➤ Key Highlights
Macerich acquired the 1.5M-SF Annapolis Mall for $272M ($260M core + $12M Sears parcel).
It is the only enclosed center within a 25-minute drive of Maryland’s Chesapeake region.
Macerich is committing ~$40M of additional leasing capital.
Incoming tenants: Dick’s House of Sport (116K SF), Uniqlo, Tesla, Abercrombie, Dave & Buster’s.
A prior joint venture paid $160M for the asset in August 2024.
➤ The Signal
Class-A malls with no competition are trading like infrastructure again.
The bid is for irreplaceable location, not retail floor area.
Experiential tenants are underwriting the next decade of mall income.
The mall sector spent five years being written off. What the Annapolis trade shows is that the obituary only applied to the average mall. Dominant, trade-area-monopoly centers are a different asset class — and institutional capital is paying up to own them.
The economics turn on scarcity. One enclosed center serving an affluent region with no nearby substitute is closer to a toll road than to retail. That moat is what justifies $272M plus a $40M leasing reinvestment.

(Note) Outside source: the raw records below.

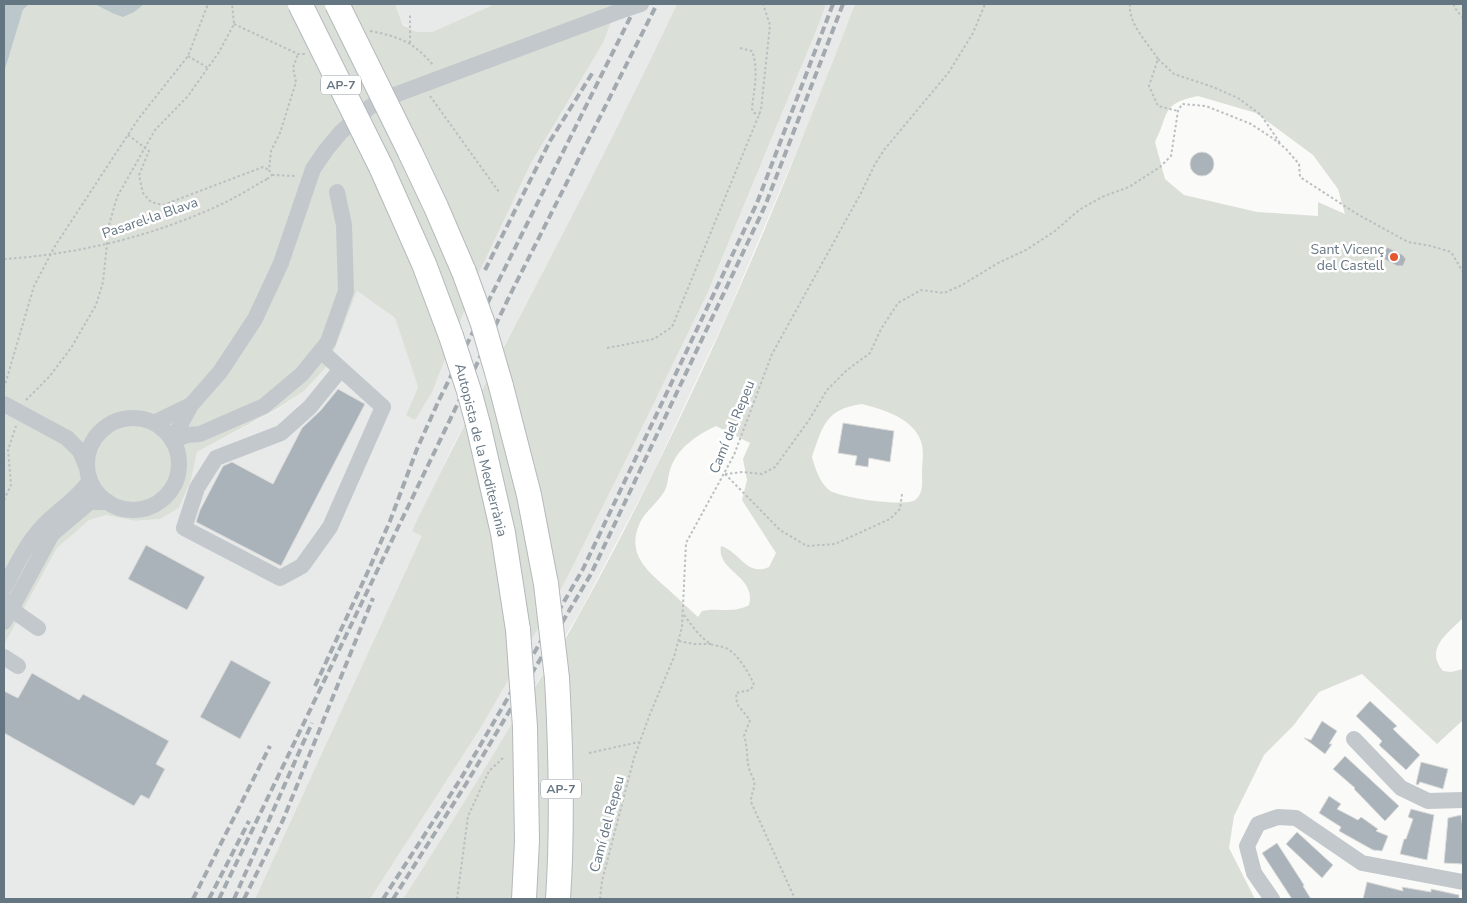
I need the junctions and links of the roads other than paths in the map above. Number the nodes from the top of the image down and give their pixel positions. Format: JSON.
{"nodes":[{"id":1,"x":300,"y":4,"type":"edge"},
{"id":2,"x":337,"y":4,"type":"edge"},
{"id":3,"x":642,"y":4,"type":"edge"},
{"id":4,"x":337,"y":192,"type":"dead end"},
{"id":5,"x":321,"y":351,"type":"junction"},
{"id":6,"x":341,"y":369,"type":"junction"},
{"id":7,"x":4,"y":404,"type":"edge"},
{"id":8,"x":191,"y":404,"type":"junction"},
{"id":9,"x":154,"y":423,"type":"junction"},
{"id":10,"x":95,"y":437,"type":"junction"},
{"id":11,"x":67,"y":438,"type":"junction"},
{"id":12,"x":174,"y":446,"type":"junction"},
{"id":13,"x":89,"y":474,"type":"junction"},
{"id":14,"x":108,"y":502,"type":"junction"},
{"id":15,"x":6,"y":585,"type":"edge"},
{"id":16,"x":7,"y":616,"type":"edge"},
{"id":17,"x":38,"y":628,"type":"dead end"},
{"id":18,"x":4,"y":656,"type":"edge"},
{"id":19,"x":18,"y":666,"type":"dead end"},
{"id":20,"x":1354,"y":739,"type":"dead end"},
{"id":21,"x":1463,"y":800,"type":"edge"},
{"id":22,"x":527,"y":841,"type":"junction"},
{"id":23,"x":1463,"y":882,"type":"edge"},
{"id":24,"x":514,"y":899,"type":"edge"},
{"id":25,"x":524,"y":899,"type":"edge"},
{"id":26,"x":558,"y":899,"type":"edge"},
{"id":27,"x":1272,"y":899,"type":"edge"}],
"edges":[{"from":1,"to":22,"type":"highway","name":"Autopista de la Mediterrània","number":"AP-7","bridge":true},
{"from":2,"to":26,"type":"highway","number":"AP-7","bridge":true},
{"from":3,"to":8,"type":"street","bridge":true},
{"from":4,"to":5,"type":"street"},
{"from":5,"to":6,"type":"street"},
{"from":5,"to":12,"type":"street"},
{"from":6,"to":6,"type":"street"},
{"from":7,"to":11,"type":"street","bridge":true},
{"from":8,"to":9,"type":"street"},
{"from":8,"to":12,"type":"street"},
{"from":9,"to":10,"type":"street"},
{"from":9,"to":12,"type":"street"},
{"from":10,"to":11,"type":"street"},
{"from":10,"to":13,"type":"street"},
{"from":11,"to":13,"type":"street"},
{"from":12,"to":14,"type":"street"},
{"from":13,"to":14,"type":"street"},
{"from":13,"to":15,"type":"street"},
{"from":14,"to":16,"type":"street"},
{"from":15,"to":16,"type":"street"},
{"from":16,"to":17,"type":"street"},
{"from":18,"to":19,"type":"street"},
{"from":20,"to":21,"type":"street"},
{"from":22,"to":24,"type":"highway"},
{"from":22,"to":25,"type":"highway","name":"Autopista de la Mediterrània","number":"AP-7"},
{"from":23,"to":27,"type":"street"}]}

The tenant roster tells the rest. Sporting-goods experience boxes, EV showrooms, and entertainment formats — not apparel filler — are the income base now. The winning mall is a destination, and it underwrites on foot traffic it can defend.
➤ Implications
Expect continued bifurcation: trophy, trade-area-dominant malls attract REIT and institutional bids; commodity malls keep converting or dying. Cap-rate spreads between the two will widen, not compress.
➤ Key Takeaway
The mall isn’t dead — the undefended mall is. Scarcity is the whole trade.